Protein-Protein Interactions of Seryl-tRNA Synthetases with Emphasis on Human Counterparts and Their Connection to Health and Disease.

Seryl-tRNA synthetases (SerRSs), members of the aminoacyl-tRNA synthetase family, interact with diverse proteins, enabling SerRSs to enhance their role in the translation of the genetic message or to perform alternative functions in cellular processes beyond translation. Atypical archaeal SerRS interacts with arginyl-tRNA synthetase and proteins of the ribosomal P-stalk to optimize translation through tRNA channeling. The complex between yeast SerRS and peroxin Pex21p provides a connection between translation and peroxisome function. The partnership between Arabidopsis SerRS and BEN1 indicates a link between translation and brassinosteroid metabolism and may be relevant in plant stress response mechanisms. In Drosophila, the unusual heterodimeric mitochondrial SerRS coordinates mitochondrial translation and replication via interaction with LON protease. Evolutionarily conserved interactions of yeast and human SerRSs with m3C32 tRNA methyltransferases indicate coordination between tRNA modification and aminoacylation in the cytosol and mitochondria.

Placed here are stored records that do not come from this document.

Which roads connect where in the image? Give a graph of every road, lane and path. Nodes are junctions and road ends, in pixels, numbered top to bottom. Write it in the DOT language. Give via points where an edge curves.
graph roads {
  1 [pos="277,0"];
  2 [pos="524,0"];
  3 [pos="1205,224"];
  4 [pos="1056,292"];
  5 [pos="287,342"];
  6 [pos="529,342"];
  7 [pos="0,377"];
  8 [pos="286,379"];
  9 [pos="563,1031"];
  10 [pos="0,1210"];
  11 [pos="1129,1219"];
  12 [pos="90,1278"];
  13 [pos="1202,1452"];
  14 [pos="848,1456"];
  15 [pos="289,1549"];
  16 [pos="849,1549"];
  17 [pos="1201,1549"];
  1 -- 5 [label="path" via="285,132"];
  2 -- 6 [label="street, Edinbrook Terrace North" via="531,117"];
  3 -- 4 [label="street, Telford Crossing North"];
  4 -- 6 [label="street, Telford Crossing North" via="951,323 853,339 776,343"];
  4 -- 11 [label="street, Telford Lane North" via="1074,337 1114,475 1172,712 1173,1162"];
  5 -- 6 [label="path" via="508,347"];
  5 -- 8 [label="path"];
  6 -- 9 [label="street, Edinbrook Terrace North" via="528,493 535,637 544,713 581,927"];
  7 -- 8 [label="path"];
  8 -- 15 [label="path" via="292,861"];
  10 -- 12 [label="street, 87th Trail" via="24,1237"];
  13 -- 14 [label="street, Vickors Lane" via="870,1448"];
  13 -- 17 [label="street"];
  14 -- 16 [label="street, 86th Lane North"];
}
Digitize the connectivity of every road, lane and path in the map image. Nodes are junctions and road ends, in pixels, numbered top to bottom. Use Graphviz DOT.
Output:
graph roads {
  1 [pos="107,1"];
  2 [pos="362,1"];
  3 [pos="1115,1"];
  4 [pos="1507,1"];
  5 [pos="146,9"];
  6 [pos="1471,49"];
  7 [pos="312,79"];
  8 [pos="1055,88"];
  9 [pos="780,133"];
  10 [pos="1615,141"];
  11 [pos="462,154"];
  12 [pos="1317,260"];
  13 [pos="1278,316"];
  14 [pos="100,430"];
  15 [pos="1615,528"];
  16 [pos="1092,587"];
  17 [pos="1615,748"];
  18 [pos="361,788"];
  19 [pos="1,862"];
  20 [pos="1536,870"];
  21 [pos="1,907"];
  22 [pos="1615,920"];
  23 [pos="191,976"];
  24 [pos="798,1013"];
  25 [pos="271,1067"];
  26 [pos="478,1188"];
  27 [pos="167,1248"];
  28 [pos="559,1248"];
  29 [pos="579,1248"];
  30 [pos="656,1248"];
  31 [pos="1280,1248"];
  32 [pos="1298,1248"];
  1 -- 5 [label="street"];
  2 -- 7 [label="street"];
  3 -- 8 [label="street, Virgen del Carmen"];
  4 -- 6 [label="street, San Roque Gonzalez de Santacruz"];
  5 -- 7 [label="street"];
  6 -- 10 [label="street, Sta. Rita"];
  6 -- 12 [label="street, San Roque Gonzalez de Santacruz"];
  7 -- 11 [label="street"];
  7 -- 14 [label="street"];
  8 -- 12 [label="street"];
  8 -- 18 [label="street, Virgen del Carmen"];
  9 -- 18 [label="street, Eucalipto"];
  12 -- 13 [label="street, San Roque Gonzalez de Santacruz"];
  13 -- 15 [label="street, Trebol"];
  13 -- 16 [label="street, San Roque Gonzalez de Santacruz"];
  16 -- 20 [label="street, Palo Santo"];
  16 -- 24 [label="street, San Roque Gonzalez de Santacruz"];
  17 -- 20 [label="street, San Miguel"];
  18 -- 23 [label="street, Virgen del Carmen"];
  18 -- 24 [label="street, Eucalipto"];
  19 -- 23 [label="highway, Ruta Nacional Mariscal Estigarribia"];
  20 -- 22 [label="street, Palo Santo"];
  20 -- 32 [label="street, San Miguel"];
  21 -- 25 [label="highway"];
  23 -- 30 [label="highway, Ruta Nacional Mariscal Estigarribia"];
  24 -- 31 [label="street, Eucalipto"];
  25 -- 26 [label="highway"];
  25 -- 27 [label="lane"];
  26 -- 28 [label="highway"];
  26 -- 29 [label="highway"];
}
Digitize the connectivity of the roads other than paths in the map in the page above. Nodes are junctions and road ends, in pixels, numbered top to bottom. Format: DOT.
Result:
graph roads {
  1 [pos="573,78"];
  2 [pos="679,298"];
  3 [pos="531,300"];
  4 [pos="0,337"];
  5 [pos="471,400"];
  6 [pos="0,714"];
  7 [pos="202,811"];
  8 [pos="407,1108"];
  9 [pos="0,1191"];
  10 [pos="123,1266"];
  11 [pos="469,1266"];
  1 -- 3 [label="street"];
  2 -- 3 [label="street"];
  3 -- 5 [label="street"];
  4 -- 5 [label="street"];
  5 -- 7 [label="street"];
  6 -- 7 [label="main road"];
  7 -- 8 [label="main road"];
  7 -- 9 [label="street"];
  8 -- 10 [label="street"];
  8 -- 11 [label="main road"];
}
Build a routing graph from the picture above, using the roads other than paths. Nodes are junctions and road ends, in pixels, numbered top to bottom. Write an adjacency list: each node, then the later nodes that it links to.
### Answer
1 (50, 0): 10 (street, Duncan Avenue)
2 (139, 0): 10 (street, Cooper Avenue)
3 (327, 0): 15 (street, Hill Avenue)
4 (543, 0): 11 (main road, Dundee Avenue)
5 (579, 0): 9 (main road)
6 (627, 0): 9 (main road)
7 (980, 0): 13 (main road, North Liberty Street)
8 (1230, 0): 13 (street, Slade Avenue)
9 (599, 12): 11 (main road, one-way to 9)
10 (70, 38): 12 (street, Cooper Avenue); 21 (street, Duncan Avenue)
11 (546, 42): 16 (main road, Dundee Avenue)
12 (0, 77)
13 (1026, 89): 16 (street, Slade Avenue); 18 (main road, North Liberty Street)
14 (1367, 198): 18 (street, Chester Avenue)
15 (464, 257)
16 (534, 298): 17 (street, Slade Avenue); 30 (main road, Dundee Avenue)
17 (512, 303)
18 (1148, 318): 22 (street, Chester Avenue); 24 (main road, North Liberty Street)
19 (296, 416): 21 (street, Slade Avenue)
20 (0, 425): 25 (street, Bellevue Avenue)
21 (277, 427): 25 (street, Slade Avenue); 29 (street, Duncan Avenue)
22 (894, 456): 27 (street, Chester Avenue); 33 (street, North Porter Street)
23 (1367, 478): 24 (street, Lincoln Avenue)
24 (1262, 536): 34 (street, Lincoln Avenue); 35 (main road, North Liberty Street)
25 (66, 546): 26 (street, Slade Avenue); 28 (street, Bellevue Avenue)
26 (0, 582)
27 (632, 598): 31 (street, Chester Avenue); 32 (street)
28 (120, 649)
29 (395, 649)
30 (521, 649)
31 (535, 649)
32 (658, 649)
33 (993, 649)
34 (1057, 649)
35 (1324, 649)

Human cytosolic SerRS is a cellular hub protein connecting translation to vascular development, angiogenesis, lipogenesis, and telomere maintenance. When translocated to the nucleus, SerRS acts as a master negative regulator of VEGFA gene expression. SerRS alone or in complex with YY1 and SIRT2 competes with activating transcription factors NFκB1 and c-Myc, resulting in balanced VEGFA expression important for proper vascular development and angiogenesis. In hypoxia, SerRS phosphorylation diminishes its binding to the VEGFA promoter, while the lack of nutrients triggers SerRS glycosylation, reducing its nuclear localization. Additionally, SerRS binds telomeric DNA and cooperates with the shelterin protein POT1 to regulate telomere length and cellular senescence. As an antitumor and antiangiogenic factor, human cytosolic SerRS appears to be a promising drug target and therapeutic agent for treating cancer, cardiovascular diseases, and possibly obesity and aging.